• What you have to do
Lines from the records below that contain the word "main" are to be copied out.

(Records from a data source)

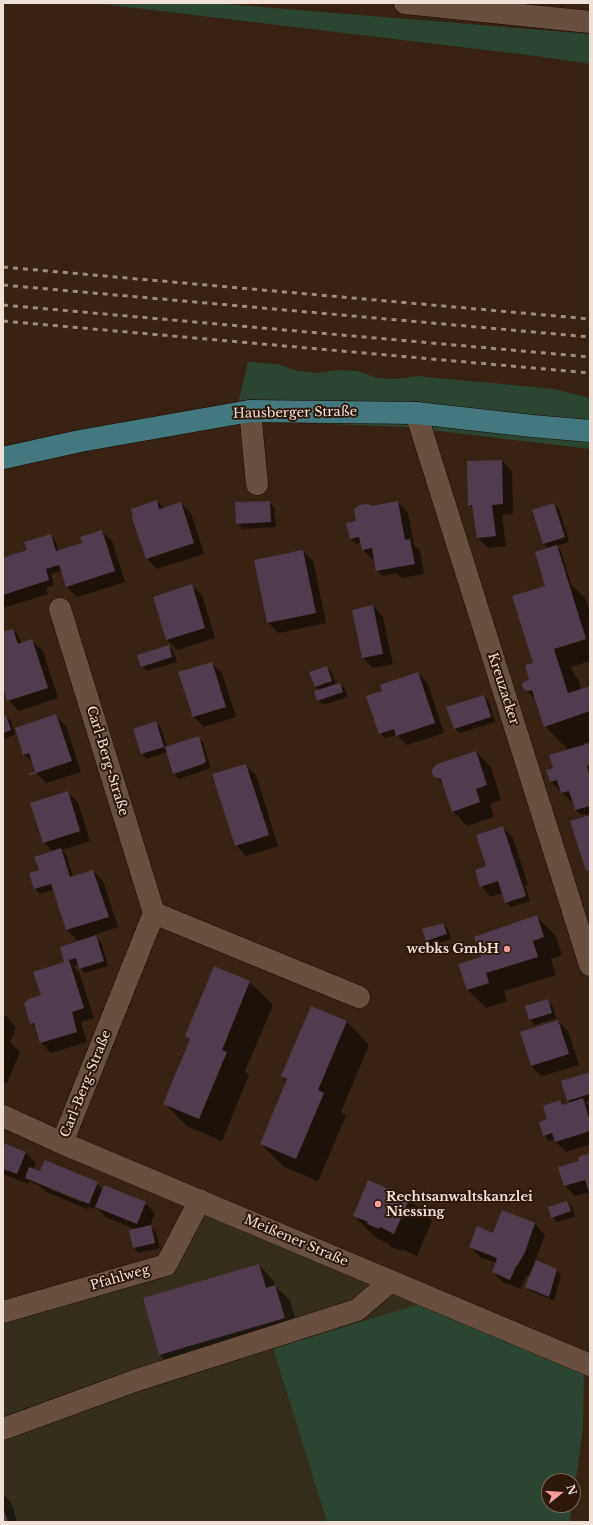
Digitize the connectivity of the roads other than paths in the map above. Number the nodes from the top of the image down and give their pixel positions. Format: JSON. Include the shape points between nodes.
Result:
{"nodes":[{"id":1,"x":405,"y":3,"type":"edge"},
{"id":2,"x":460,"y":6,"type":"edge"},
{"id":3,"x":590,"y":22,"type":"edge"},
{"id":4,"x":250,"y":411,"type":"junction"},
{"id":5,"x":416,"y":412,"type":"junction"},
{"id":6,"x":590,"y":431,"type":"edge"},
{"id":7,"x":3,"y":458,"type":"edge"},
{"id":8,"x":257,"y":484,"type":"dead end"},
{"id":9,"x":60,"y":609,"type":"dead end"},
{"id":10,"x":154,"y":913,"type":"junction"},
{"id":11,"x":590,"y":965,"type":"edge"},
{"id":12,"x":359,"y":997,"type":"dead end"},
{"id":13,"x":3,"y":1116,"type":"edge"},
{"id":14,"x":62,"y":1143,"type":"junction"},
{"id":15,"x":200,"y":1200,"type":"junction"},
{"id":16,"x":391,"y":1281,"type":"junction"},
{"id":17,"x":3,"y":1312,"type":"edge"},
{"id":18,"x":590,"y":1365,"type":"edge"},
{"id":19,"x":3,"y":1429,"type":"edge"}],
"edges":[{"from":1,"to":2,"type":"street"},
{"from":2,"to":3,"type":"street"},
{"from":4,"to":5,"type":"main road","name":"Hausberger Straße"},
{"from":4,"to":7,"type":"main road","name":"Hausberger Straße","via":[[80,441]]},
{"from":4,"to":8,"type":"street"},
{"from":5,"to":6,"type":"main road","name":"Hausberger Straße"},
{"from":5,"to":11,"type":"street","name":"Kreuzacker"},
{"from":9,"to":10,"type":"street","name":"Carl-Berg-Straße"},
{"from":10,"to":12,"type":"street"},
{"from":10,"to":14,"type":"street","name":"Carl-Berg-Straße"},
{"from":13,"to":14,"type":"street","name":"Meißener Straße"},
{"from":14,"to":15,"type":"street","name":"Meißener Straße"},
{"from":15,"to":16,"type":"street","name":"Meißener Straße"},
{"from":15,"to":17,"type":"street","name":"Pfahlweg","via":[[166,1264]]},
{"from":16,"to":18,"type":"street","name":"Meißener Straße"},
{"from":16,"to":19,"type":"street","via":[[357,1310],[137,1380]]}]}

• Exercise solution
{"from":4,"to":5,"type":"main road","name":"Hausberger Straße"},
{"from":4,"to":7,"type":"main road","name":"Hausberger Straße","via":[[80,441]]},
{"from":5,"to":6,"type":"main road","name":"Hausberger Straße"},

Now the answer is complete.